Fixes bug where multiple identical indexed slices are ignored #1361

AllenHW · 2017-09-21T23:19:05Z

Motivation and context:
As per #947, we have a bug where advanced indexing works when the indices are different but does not work when same index repeats multiple times. Eric found the api .at(), and I use it to fix the bug.

How has this been tested?
I added a test test_set_weight_solver in tests/test_connection.py.

How long should this take to review?

Quick (less than 40 lines changed or changes are straightforward)

Types of changes:

Bug fix (non-breaking change which fixes an issue)

Checklist:

I have read the CONTRIBUTING.rst document.
I have updated the documentation accordingly.
I have included a changelog entry.
I have added tests to cover my changes.
All new and existing tests passed.

Still to do:

AllenHW · 2017-09-22T00:23:13Z

Some of the tests are failing but can't reproduce them locally because I don't have the same numpy version (I should get virtualenv..).

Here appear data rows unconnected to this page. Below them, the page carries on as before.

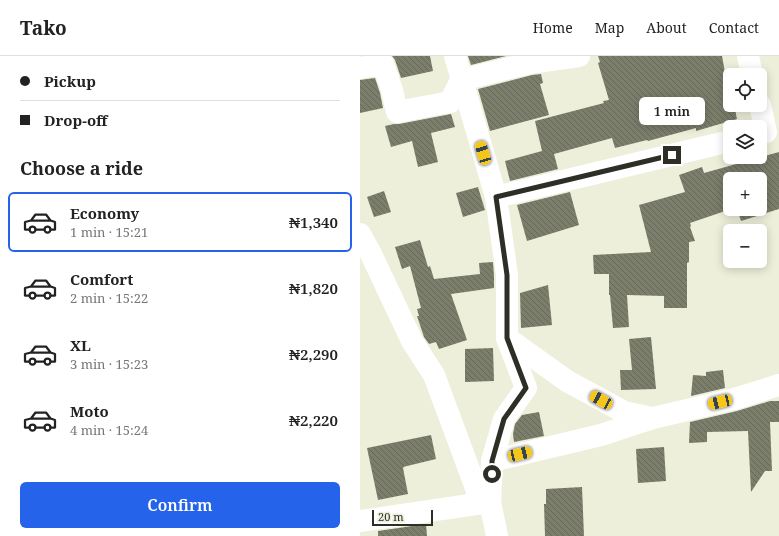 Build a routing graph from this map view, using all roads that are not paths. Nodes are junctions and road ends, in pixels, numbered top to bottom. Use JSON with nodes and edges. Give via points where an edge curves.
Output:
{"nodes":[{"id":1,"x":455,"y":56,"type":"edge"},
{"id":2,"x":579,"y":56,"type":"edge"},
{"id":3,"x":748,"y":56,"type":"edge"},
{"id":4,"x":360,"y":68,"type":"edge"},
{"id":5,"x":751,"y":68,"type":"edge"},
{"id":6,"x":461,"y":80,"type":"junction"},
{"id":7,"x":762,"y":112,"type":"edge"},
{"id":8,"x":768,"y":132,"type":"edge"},
{"id":9,"x":723,"y":142,"type":"edge"},
{"id":10,"x":496,"y":197,"type":"junction"},
{"id":11,"x":360,"y":234,"type":"edge"},
{"id":12,"x":507,"y":338,"type":"junction"},
{"id":13,"x":779,"y":385,"type":"edge"},
{"id":14,"x":653,"y":418,"type":"junction"},
{"id":15,"x":492,"y":461,"type":"junction"},
{"id":16,"x":490,"y":502,"type":"junction"},
{"id":17,"x":360,"y":520,"type":"edge"},
{"id":18,"x":498,"y":536,"type":"edge"}],
"edges":[{"from":1,"to":6,"type":"street"},
{"from":2,"to":6,"type":"street","via":[[530,62]]},
{"from":3,"to":5,"type":"street"},
{"from":4,"to":6,"type":"street","via":[[383,64],[397,112],[450,102]]},
{"from":6,"to":10,"type":"street"},
{"from":7,"to":8,"type":"street"},
{"from":9,"to":10,"type":"street"},
{"from":10,"to":12,"type":"street","via":[[507,275]]},
{"from":11,"to":16,"type":"street","via":[[412,341],[434,375],[477,491]]},
{"from":12,"to":14,"type":"street","via":[[586,392],[624,412]]},
{"from":12,"to":15,"type":"street","via":[[526,388],[504,419]]},
{"from":13,"to":14,"type":"street","via":[[734,399]]},
{"from":14,"to":15,"type":"street","via":[[602,435]]},
{"from":15,"to":16,"type":"street"},
{"from":16,"to":17,"type":"street"},
{"from":16,"to":18,"type":"street"}]} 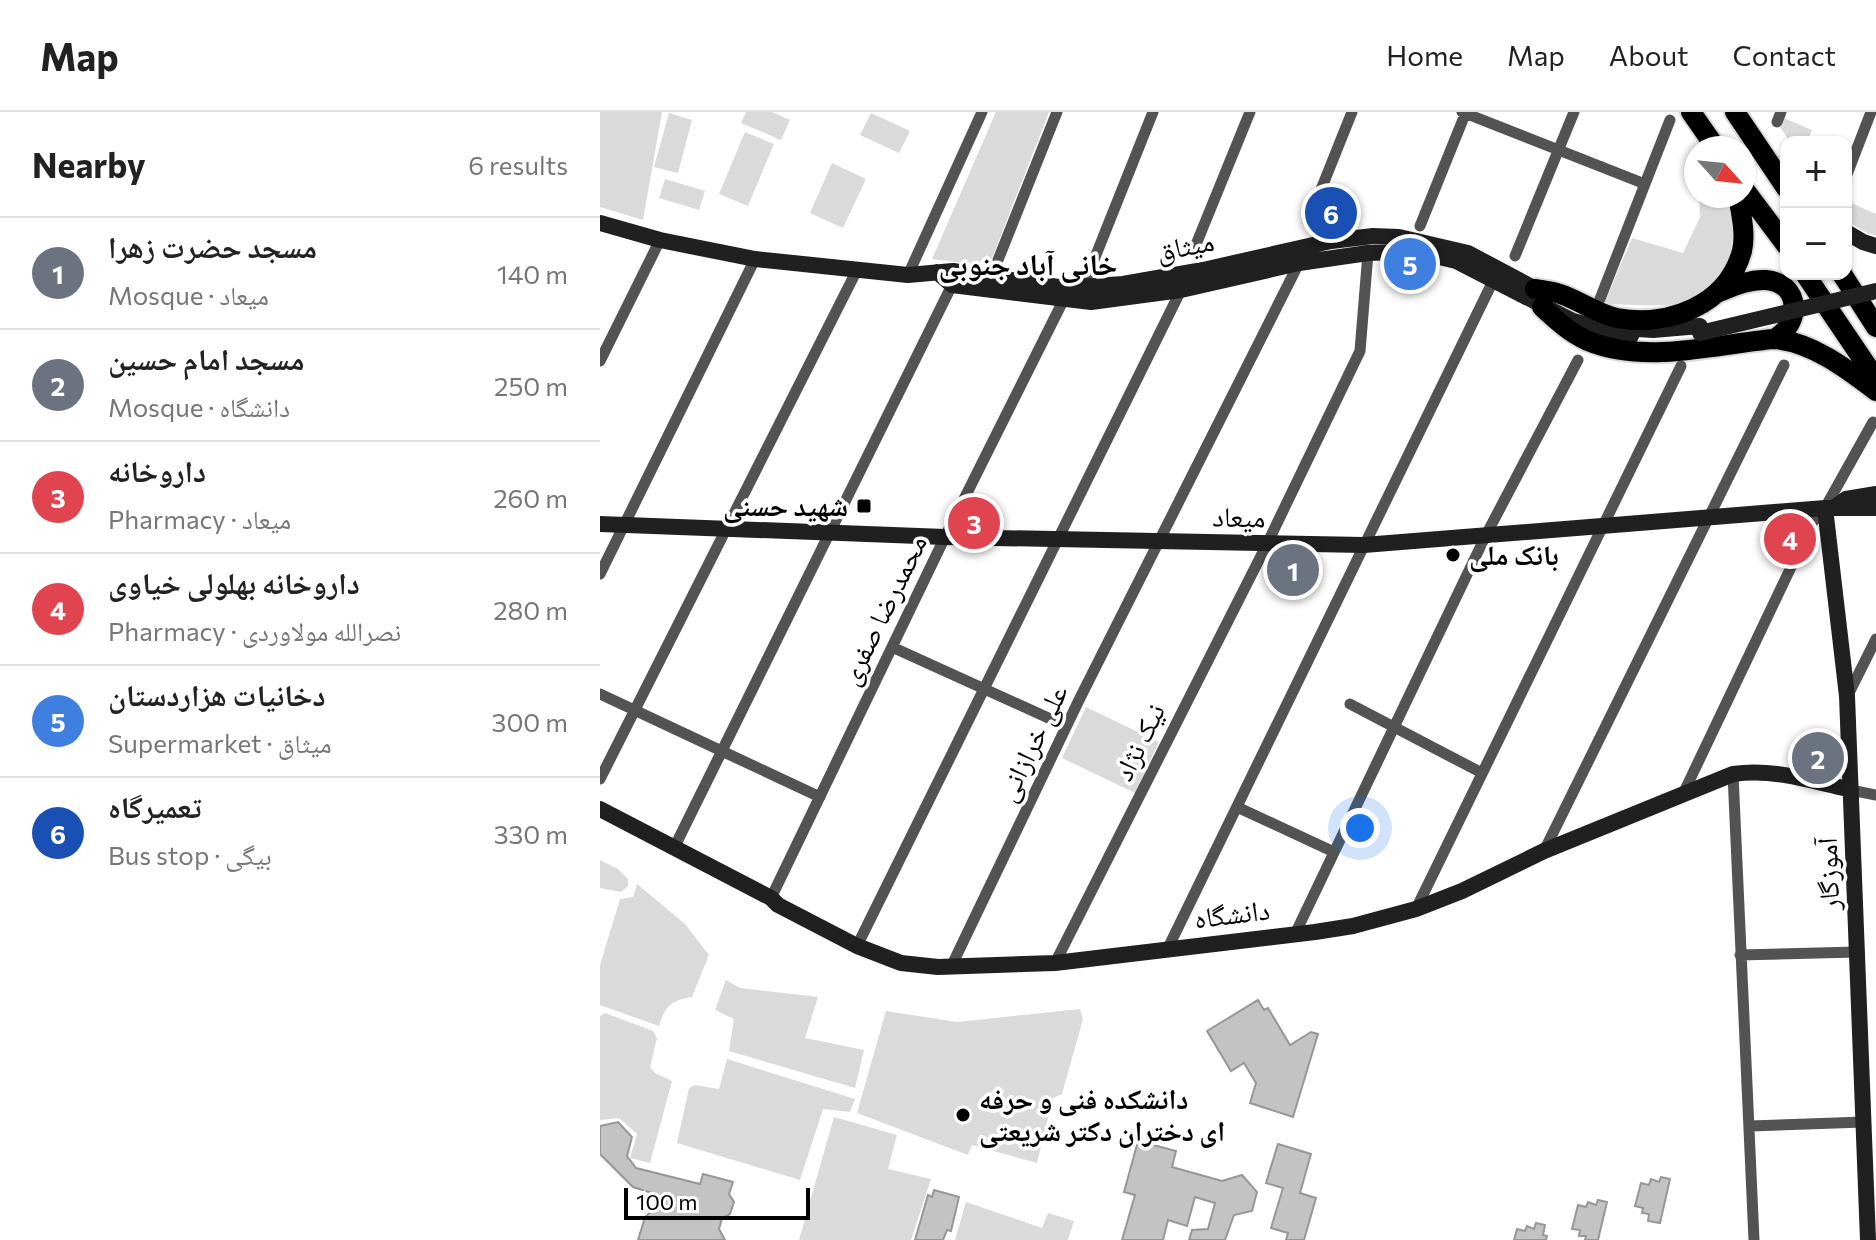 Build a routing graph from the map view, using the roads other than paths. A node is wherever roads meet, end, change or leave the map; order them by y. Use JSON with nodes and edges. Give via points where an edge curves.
{"nodes":[{"id":1,"x":982,"y":112,"type":"edge"},
{"id":2,"x":1057,"y":112,"type":"edge"},
{"id":3,"x":1153,"y":112,"type":"edge"},
{"id":4,"x":1250,"y":112,"type":"edge"},
{"id":5,"x":1352,"y":112,"type":"edge"},
{"id":6,"x":1464,"y":112,"type":"edge"},
{"id":7,"x":1574,"y":112,"type":"edge"},
{"id":8,"x":1691,"y":112,"type":"edge"},
{"id":9,"x":1735,"y":112,"type":"edge"},
{"id":10,"x":1871,"y":112,"type":"edge"},
{"id":11,"x":1670,"y":120,"type":"dead end"},
{"id":12,"x":1708,"y":136,"type":"edge"},
{"id":13,"x":1558,"y":150,"type":"junction"},
{"id":14,"x":1852,"y":161,"type":"edge"},
{"id":15,"x":1779,"y":173,"type":"edge"},
{"id":16,"x":1645,"y":184,"type":"junction"},
{"id":17,"x":1756,"y":205,"type":"edge"},
{"id":18,"x":1741,"y":208,"type":"edge"},
{"id":19,"x":1308,"y":222,"type":"dead end"},
{"id":20,"x":600,"y":223,"type":"edge"},
{"id":21,"x":1420,"y":226,"type":"dead end"},
{"id":22,"x":1852,"y":235,"type":"edge"},
{"id":23,"x":1780,"y":237,"type":"edge"},
{"id":24,"x":660,"y":240,"type":"junction"},
{"id":25,"x":1876,"y":246,"type":"edge"},
{"id":26,"x":1195,"y":247,"type":"dead end"},
{"id":27,"x":1368,"y":253,"type":"junction"},
{"id":28,"x":1515,"y":256,"type":"dead end"},
{"id":29,"x":755,"y":259,"type":"junction"},
{"id":30,"x":998,"y":260,"type":"dead end"},
{"id":31,"x":1299,"y":263,"type":"junction"},
{"id":32,"x":858,"y":268,"type":"junction"},
{"id":33,"x":937,"y":272,"type":"junction"},
{"id":34,"x":908,"y":275,"type":"junction"},
{"id":35,"x":1088,"y":275,"type":"dead end"},
{"id":36,"x":1494,"y":279,"type":"junction"},
{"id":37,"x":1809,"y":280,"type":"edge"},
{"id":38,"x":1846,"y":280,"type":"edge"},
{"id":39,"x":952,"y":285,"type":"junction"},
{"id":40,"x":1876,"y":285,"type":"edge"},
{"id":41,"x":1181,"y":290,"type":"junction"},
{"id":42,"x":1876,"y":291,"type":"edge"},
{"id":43,"x":1717,"y":293,"type":"junction"},
{"id":44,"x":1064,"y":294,"type":"junction"},
{"id":45,"x":1539,"y":298,"type":"junction"},
{"id":46,"x":1600,"y":299,"type":"dead end"},
{"id":47,"x":1876,"y":327,"type":"edge"},
{"id":48,"x":1623,"y":332,"type":"junction"},
{"id":49,"x":1774,"y":339,"type":"junction"},
{"id":50,"x":1578,"y":360,"type":"dead end"},
{"id":51,"x":600,"y":361,"type":"edge"},
{"id":52,"x":1784,"y":365,"type":"dead end"},
{"id":53,"x":1681,"y":366,"type":"dead end"},
{"id":54,"x":1876,"y":379,"type":"edge"},
{"id":55,"x":1876,"y":391,"type":"edge"},
{"id":56,"x":1873,"y":422,"type":"dead end"},
{"id":57,"x":1876,"y":494,"type":"edge"},
{"id":58,"x":1830,"y":508,"type":"junction"},
{"id":59,"x":1876,"y":508,"type":"edge"},
{"id":60,"x":1709,"y":517,"type":"junction"},
{"id":61,"x":600,"y":524,"type":"edge"},
{"id":62,"x":624,"y":525,"type":"junction"},
{"id":63,"x":1602,"y":526,"type":"junction"},
{"id":64,"x":727,"y":527,"type":"junction"},
{"id":65,"x":829,"y":530,"type":"junction"},
{"id":66,"x":1486,"y":535,"type":"junction"},
{"id":67,"x":945,"y":537,"type":"junction"},
{"id":68,"x":1060,"y":538,"type":"junction"},
{"id":69,"x":1160,"y":541,"type":"junction"},
{"id":70,"x":1267,"y":544,"type":"junction"},
{"id":71,"x":1364,"y":545,"type":"junction"},
{"id":72,"x":600,"y":574,"type":"edge"},
{"id":73,"x":1876,"y":639,"type":"edge"},
{"id":74,"x":892,"y":647,"type":"junction"},
{"id":75,"x":983,"y":688,"type":"junction"},
{"id":76,"x":600,"y":694,"type":"edge"},
{"id":77,"x":1847,"y":696,"type":"junction"},
{"id":78,"x":1350,"y":704,"type":"dead end"},
{"id":79,"x":634,"y":710,"type":"junction"},
{"id":80,"x":1066,"y":726,"type":"junction"},
{"id":81,"x":1394,"y":727,"type":"junction"},
{"id":82,"x":722,"y":751,"type":"junction"},
{"id":83,"x":1482,"y":773,"type":"junction"},
{"id":84,"x":1733,"y":774,"type":"junction"},
{"id":85,"x":600,"y":779,"type":"edge"},
{"id":86,"x":1851,"y":790,"type":"junction"},
{"id":87,"x":1683,"y":795,"type":"junction"},
{"id":88,"x":1876,"y":795,"type":"edge"},
{"id":89,"x":820,"y":797,"type":"junction"},
{"id":90,"x":1237,"y":807,"type":"junction"},
{"id":91,"x":600,"y":809,"type":"edge"},
{"id":92,"x":674,"y":848,"type":"junction"},
{"id":93,"x":1544,"y":851,"type":"junction"},
{"id":94,"x":1334,"y":852,"type":"junction"},
{"id":95,"x":771,"y":898,"type":"junction"},
{"id":96,"x":1416,"y":909,"type":"junction"},
{"id":97,"x":1295,"y":934,"type":"junction"},
{"id":98,"x":857,"y":946,"type":"junction"},
{"id":99,"x":1168,"y":948,"type":"junction"},
{"id":100,"x":1857,"y":952,"type":"junction"},
{"id":101,"x":1740,"y":955,"type":"junction"},
{"id":102,"x":1055,"y":963,"type":"junction"},
{"id":103,"x":951,"y":967,"type":"junction"},
{"id":104,"x":1864,"y":1122,"type":"junction"},
{"id":105,"x":1750,"y":1126,"type":"junction"},
{"id":106,"x":1754,"y":1240,"type":"edge"},
{"id":107,"x":1868,"y":1240,"type":"edge"}],
"edges":[{"from":1,"to":34,"type":"street"},
{"from":2,"to":30,"type":"street"},
{"from":3,"to":35,"type":"street"},
{"from":4,"to":26,"type":"street"},
{"from":5,"to":19,"type":"street"},
{"from":6,"to":13,"type":"street"},
{"from":6,"to":21,"type":"street"},
{"from":7,"to":13,"type":"street"},
{"from":8,"to":12,"type":"highway"},
{"from":9,"to":15,"type":"highway"},
{"from":10,"to":14,"type":"street"},
{"from":11,"to":16,"type":"street"},
{"from":13,"to":16,"type":"street"},
{"from":13,"to":28,"type":"street"},
{"from":16,"to":46,"type":"street"},
{"from":17,"to":23,"type":"highway"},
{"from":18,"to":43,"type":"highway","via":[[1742,251]]},
{"from":20,"to":24,"type":"street","name":"میثاق"},
{"from":22,"to":25,"type":"street"},
{"from":24,"to":29,"type":"street","name":"میثاق"},
{"from":24,"to":51,"type":"street"},
{"from":27,"to":31,"type":"street","name":"میثاق"},
{"from":27,"to":36,"type":"street","name":"میثاق","via":[[1431,255]]},
{"from":27,"to":70,"type":"street","name":"نیک نژاد","via":[[1360,351]]},
{"from":29,"to":32,"type":"street","name":"میثاق"},
{"from":29,"to":62,"type":"street"},
{"from":31,"to":41,"type":"street","name":"میثاق"},
{"from":31,"to":69,"type":"street","name":"علی خرازانی"},
{"from":32,"to":34,"type":"street","name":"میثاق"},
{"from":32,"to":64,"type":"street"},
{"from":33,"to":34,"type":"street","name":"میثاق"},
{"from":33,"to":39,"type":"street"},
{"from":33,"to":44,"type":"street","name":"میثاق"},
{"from":36,"to":45,"type":"street","name":"میثاق"},
{"from":36,"to":71,"type":"street"},
{"from":37,"to":54,"type":"highway"},
{"from":38,"to":47,"type":"highway"},
{"from":39,"to":44,"type":"street","name":"میثاق"},
{"from":39,"to":65,"type":"street"},
{"from":40,"to":48,"type":"street","bridge":true,"via":[[1700,326]]},
{"from":41,"to":44,"type":"street","name":"میثاق","via":[[1091,302]]},
{"from":41,"to":68,"type":"street"},
{"from":42,"to":48,"type":"street","bridge":true,"via":[[1700,333],[1653,337]]},
{"from":43,"to":45,"type":"highway","via":[[1698,308],[1644,320],[1615,318],[1560,293]]},
{"from":43,"to":49,"type":"highway","via":[[1758,281],[1786,289],[1794,317]]},
{"from":44,"to":45,"type":"street","name":"میثاق","via":[[1373,236],[1425,241],[1468,253]]},
{"from":44,"to":67,"type":"street","name":"محمدرضا صفری"},
{"from":45,"to":48,"type":"street","name":"میثاق","via":[[1573,321]]},
{"from":45,"to":49,"type":"highway","via":[[1563,327],[1622,350],[1654,352]]},
{"from":49,"to":55,"type":"highway","via":[[1808,348]]},
{"from":50,"to":66,"type":"street"},
{"from":52,"to":60,"type":"street"},
{"from":53,"to":63,"type":"street"},
{"from":56,"to":58,"type":"street"},
{"from":57,"to":58,"type":"street"},
{"from":58,"to":59,"type":"street","name":"میعاد"},
{"from":58,"to":60,"type":"street","name":"میعاد"},
{"from":58,"to":77,"type":"street","name":"آموزگار"},
{"from":58,"to":87,"type":"street","via":[[1812,523]]},
{"from":60,"to":63,"type":"street","name":"میعاد"},
{"from":60,"to":93,"type":"street"},
{"from":61,"to":62,"type":"street","name":"میعاد"},
{"from":62,"to":64,"type":"street","name":"میعاد"},
{"from":62,"to":72,"type":"street"},
{"from":63,"to":66,"type":"street","name":"میعاد"},
{"from":63,"to":83,"type":"street"},
{"from":64,"to":65,"type":"street","name":"میعاد"},
{"from":64,"to":79,"type":"street"},
{"from":65,"to":67,"type":"street","name":"میعاد"},
{"from":65,"to":82,"type":"street"},
{"from":66,"to":71,"type":"street","name":"میعاد"},
{"from":66,"to":81,"type":"street"},
{"from":67,"to":68,"type":"street","name":"میعاد"},
{"from":67,"to":74,"type":"street","name":"محمدرضا صفری"},
{"from":68,"to":69,"type":"street","name":"میعاد"},
{"from":68,"to":75,"type":"street"},
{"from":69,"to":70,"type":"street","name":"میعاد"},
{"from":69,"to":80,"type":"street","name":"علی خرازانی"},
{"from":70,"to":71,"type":"street","name":"میعاد"},
{"from":70,"to":102,"type":"street","name":"نیک نژاد"},
{"from":71,"to":90,"type":"street"},
{"from":73,"to":77,"type":"street"},
{"from":74,"to":75,"type":"street"},
{"from":74,"to":89,"type":"street","name":"محمدرضا صفری"},
{"from":75,"to":80,"type":"street"},
{"from":75,"to":98,"type":"street"},
{"from":76,"to":79,"type":"street"},
{"from":77,"to":86,"type":"street","name":"آموزگار"},
{"from":78,"to":81,"type":"street"},
{"from":79,"to":82,"type":"street"},
{"from":79,"to":85,"type":"street"},
{"from":80,"to":103,"type":"street","name":"علی خرازانی"},
{"from":81,"to":83,"type":"street"},
{"from":81,"to":94,"type":"street"},
{"from":82,"to":89,"type":"street"},
{"from":82,"to":92,"type":"street"},
{"from":83,"to":96,"type":"street"},
{"from":84,"to":86,"type":"street","name":"دانشگاه","via":[[1771,773]]},
{"from":84,"to":87,"type":"street","name":"دانشگاه"},
{"from":84,"to":101,"type":"street"},
{"from":86,"to":88,"type":"street","name":"دانشگاه"},
{"from":86,"to":100,"type":"street","name":"آموزگار"},
{"from":87,"to":93,"type":"street","name":"دانشگاه"},
{"from":89,"to":95,"type":"street","name":"محمدرضا صفری"},
{"from":90,"to":94,"type":"street"},
{"from":90,"to":99,"type":"street"},
{"from":91,"to":92,"type":"street","name":"دانشگاه"},
{"from":92,"to":95,"type":"street","name":"دانشگاه"},
{"from":93,"to":96,"type":"street","name":"دانشگاه"},
{"from":94,"to":97,"type":"street"},
{"from":95,"to":98,"type":"street","name":"دانشگاه"},
{"from":96,"to":97,"type":"street","name":"دانشگاه"},
{"from":97,"to":99,"type":"street","name":"دانشگاه"},
{"from":98,"to":103,"type":"street","name":"دانشگاه","via":[[901,963]]},
{"from":99,"to":102,"type":"street","name":"دانشگاه"},
{"from":100,"to":101,"type":"street"},
{"from":100,"to":104,"type":"street","name":"آموزگار"},
{"from":101,"to":105,"type":"street"},
{"from":102,"to":103,"type":"street","name":"دانشگاه"},
{"from":104,"to":105,"type":"street"},
{"from":104,"to":107,"type":"street","name":"آموزگار"},
{"from":105,"to":106,"type":"street"}]}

Not sure why the case with numpy 1.8 is failing because .at() supported by that version. Will look into it

AllenHW · 2017-09-22T01:28:46Z

It looks like the issue was that for numpy 1.8, .at() does not take Ellipsis as a slice. So for instance np.add.at(np.array([1,2]), Ellipsis, np.array([1,1])) doesn't work. Hence I had to add a silly branch statement where if the slice is Ellipsis we fall to the previous method.
For numpy >=1.9 this is not an issue. So the branch condition is just to support numpy 1.8

AllenHW · 2017-09-22T07:03:22Z

nengo/builder/operator.py

@@ -388,7 +388,10 @@ def make_step(self, signals, dt, rng):

        if inc:
            def step_copy():
-                dst[dst_slice] += src[src_slice]
+                if type(dst_slice) == type(Ellipsis):


type(dst_slice) == type(Ellipsis) if no slice is provided. So we'd think that dst = dst[dst_slice]
Yet, dst += src[src_slice] sometimes fails because "dst referenced before assignment" because of some weird numpy internal

I think isinstance(dst_slice, Ellipsis) is usually preferred for type checks (except when derived types should be explicitly excluded which is very rare).

Also, the slices should not change during the simulation. That should allow to move the if-branching outside of the step_copy function. That might have some performance impact, but no idea whether that's significant.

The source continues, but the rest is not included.